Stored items
--- START ---

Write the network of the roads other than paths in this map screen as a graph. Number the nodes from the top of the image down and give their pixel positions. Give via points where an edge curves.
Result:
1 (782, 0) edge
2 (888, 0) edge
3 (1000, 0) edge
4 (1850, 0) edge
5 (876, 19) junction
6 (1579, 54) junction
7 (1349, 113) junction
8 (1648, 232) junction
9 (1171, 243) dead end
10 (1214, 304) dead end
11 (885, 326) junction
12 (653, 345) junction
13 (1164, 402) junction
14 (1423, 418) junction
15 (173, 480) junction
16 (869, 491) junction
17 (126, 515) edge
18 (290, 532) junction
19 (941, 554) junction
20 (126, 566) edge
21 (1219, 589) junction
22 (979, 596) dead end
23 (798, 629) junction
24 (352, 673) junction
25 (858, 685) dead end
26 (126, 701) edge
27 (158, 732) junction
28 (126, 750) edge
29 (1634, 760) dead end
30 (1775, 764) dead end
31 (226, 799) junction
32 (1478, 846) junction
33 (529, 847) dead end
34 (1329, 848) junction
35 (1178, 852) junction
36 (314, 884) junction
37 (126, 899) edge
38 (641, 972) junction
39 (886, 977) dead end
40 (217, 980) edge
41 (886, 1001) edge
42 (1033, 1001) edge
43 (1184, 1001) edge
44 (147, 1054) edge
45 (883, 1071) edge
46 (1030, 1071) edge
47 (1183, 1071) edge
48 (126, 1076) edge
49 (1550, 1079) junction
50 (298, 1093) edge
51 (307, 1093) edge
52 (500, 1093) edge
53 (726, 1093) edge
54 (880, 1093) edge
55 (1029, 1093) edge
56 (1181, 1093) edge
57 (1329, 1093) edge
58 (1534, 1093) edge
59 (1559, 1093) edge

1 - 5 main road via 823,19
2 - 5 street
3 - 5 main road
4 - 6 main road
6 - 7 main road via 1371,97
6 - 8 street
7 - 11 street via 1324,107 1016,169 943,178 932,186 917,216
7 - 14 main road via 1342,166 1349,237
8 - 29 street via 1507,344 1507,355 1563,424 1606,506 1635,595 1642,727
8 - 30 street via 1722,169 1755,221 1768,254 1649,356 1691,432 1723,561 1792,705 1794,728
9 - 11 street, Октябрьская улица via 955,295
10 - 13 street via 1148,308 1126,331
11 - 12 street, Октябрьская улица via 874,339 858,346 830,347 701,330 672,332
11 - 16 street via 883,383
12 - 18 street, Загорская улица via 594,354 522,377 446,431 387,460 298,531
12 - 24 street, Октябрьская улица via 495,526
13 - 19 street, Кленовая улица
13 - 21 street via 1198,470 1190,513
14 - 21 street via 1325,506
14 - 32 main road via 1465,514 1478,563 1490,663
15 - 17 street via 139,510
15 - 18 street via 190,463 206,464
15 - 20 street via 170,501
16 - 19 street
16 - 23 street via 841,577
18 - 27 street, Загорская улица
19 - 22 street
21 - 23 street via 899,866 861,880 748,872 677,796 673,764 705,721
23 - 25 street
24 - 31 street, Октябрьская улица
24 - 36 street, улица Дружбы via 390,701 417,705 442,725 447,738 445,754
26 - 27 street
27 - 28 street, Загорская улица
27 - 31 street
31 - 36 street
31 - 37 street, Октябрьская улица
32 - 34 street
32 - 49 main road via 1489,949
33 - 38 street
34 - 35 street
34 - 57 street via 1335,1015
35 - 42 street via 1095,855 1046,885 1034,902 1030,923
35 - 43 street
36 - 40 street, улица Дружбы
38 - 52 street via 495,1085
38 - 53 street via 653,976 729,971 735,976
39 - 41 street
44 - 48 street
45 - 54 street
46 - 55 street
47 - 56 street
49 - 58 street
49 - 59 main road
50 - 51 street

--- END ---

[Work instructions] Provide the number of lines in the preceding entries that include the string "Дружбы", with no other words.

[Final answer] 2